The ceramic main body 21 has first volume regions 4 and second volume regions 5. The first volume regions 4 have a smaller concentration of sintering aids than the second volume regions 5. Furthermore, the substrate has integrated redistribution traces 6 and vias 7. The vias 7 allow the substrate to be loaded with components on both sides by way of contact areas 8. Furthermore, the integrated redistribution traces 6 allow more components to be mounted by way of the contact areas 8 on a given surface area of the substrate 20 than without the integrated redistribution traces 6. As a result, further miniaturization can be made possible.

FIG. 6 shows in an SEM micrograph a detail of a cross section through a ceramic main body 21, which is based on a green sheet stack having the second stacking sequence. The light points in the SEM micrograph represent a secondary phase, which is produced by the sintering aid. It can be clearly seen that the second volume regions 5, which were originally formed by second green sheets, have a greater number of secondary phases than the first volume regions 4, which were originally formed by the first green sheets. The fact that the first volume regions 4 are not entirely free from secondary phases is attributable to a diffusion of the sintering aids from the second green sheets into the first green sheets that is initiated by sintering.

Nevertheless, the first volume regions 4 have significantly fewer secondary phases. Since these secondary phases preferably crystallize on surfaces, the roughness of these surfaces is greatly increased. The use of terminating layers that consist of first green sheets allows the roughness of the surface to be greatly reduced.
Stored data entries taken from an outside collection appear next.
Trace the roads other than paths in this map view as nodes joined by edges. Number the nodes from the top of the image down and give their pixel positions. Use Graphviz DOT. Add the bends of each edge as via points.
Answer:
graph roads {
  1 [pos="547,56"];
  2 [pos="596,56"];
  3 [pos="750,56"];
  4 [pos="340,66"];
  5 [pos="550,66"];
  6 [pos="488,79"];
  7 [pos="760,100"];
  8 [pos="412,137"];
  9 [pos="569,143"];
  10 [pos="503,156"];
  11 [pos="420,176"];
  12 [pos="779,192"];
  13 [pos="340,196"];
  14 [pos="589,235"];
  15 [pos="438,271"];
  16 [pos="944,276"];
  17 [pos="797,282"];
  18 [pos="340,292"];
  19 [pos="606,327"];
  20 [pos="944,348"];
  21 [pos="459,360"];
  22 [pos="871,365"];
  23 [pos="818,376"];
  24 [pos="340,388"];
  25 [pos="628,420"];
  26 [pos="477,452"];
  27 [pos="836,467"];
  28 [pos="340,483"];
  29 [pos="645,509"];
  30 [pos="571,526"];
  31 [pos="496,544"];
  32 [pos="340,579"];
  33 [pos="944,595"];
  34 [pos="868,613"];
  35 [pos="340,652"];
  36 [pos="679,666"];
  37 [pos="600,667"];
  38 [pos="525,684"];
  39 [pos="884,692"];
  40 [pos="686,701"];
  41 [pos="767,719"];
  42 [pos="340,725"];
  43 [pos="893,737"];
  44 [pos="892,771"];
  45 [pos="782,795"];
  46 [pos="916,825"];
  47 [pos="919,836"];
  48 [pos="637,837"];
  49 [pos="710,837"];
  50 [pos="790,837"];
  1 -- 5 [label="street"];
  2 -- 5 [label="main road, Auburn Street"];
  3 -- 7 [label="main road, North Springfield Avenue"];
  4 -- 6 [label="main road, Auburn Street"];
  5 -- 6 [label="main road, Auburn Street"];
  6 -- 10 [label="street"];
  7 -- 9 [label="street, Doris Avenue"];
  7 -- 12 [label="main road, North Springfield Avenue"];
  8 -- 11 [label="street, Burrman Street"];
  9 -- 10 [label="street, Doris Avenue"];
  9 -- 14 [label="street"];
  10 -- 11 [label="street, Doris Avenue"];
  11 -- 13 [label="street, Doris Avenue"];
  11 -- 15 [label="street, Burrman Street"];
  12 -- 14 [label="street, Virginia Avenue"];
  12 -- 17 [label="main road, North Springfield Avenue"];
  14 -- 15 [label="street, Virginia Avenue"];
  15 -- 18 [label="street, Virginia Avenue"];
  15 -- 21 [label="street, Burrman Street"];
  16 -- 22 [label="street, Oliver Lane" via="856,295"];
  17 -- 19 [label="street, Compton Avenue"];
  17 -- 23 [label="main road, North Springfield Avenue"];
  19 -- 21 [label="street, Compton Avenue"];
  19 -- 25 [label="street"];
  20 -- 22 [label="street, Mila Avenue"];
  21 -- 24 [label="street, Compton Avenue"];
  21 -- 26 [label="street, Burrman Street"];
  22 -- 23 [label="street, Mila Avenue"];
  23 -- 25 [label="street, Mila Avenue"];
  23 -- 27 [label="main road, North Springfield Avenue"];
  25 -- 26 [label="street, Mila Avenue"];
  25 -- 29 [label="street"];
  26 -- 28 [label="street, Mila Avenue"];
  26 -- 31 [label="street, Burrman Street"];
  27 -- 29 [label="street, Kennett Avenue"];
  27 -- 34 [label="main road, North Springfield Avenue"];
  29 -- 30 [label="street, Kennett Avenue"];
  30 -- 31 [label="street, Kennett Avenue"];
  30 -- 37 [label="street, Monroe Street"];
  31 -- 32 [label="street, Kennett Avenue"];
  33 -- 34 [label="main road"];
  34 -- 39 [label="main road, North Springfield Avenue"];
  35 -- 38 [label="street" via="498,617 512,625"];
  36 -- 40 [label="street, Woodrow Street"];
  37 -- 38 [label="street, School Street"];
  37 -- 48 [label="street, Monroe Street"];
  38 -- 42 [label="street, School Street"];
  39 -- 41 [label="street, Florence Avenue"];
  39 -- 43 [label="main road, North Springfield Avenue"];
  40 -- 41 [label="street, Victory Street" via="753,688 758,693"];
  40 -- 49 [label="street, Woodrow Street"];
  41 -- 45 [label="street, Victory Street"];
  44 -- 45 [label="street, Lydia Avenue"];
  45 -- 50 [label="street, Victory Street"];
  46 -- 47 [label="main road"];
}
The invention is not restricted to the exemplary embodiments shown. In particular, the total number of green sheets of the green sheet stack and the stacking sequence of the first and second green sheets may vary.

Claims

1. A substrate comprising: a ceramic main body having first volume regions and second volume regions, each of the first volume regions and the second volume regions containing a ceramic material,wherein the first volume regions contain less sintering aid than the second volume regions,wherein the ceramic main body has contact areas configured for mounting components on the substrate, and/or integrated redistribution traces, and/or vias, andwherein the integrated redistribution traces comprises tungsten.

2. The substrate according to claim 1, wherein the first volume regions and the second volume regions form a layered structure.

3. The substrate according to claim 2, wherein an uppermost layer and a lowermost layer comprise the first volume regions.

4. The substrate according to claim 1, wherein the ceramic main body has a thickness that lies in a range of 300 μm to 400 μm and has a transverse rupture strength of at least 450 MPa.

5. A substrate comprising: a ceramic main body having first volume regions and second volume regions, each of the first volume regions and the second volume regions containing a ceramic material,wherein the first volume regions contain less sintering aid than the second volume regions,wherein the ceramic main body has contact areas configured for mounting components on the substrate, integrated redistribution traces, and vias, andwherein the integrated redistribution traces comprises tungsten.

6. The substrate according to claim 5, wherein the first volume regions and the second volume regions form a layered structure.

7. The substrate according to claim 6, wherein an uppermost layer and a lowermost layer comprise the first volume regions.

8. The substrate according to claim 5, wherein the ceramic main body has a thickness that lies in a range of 300 μm to 400 μm and has a transverse rupture strength of at least 450 MPa.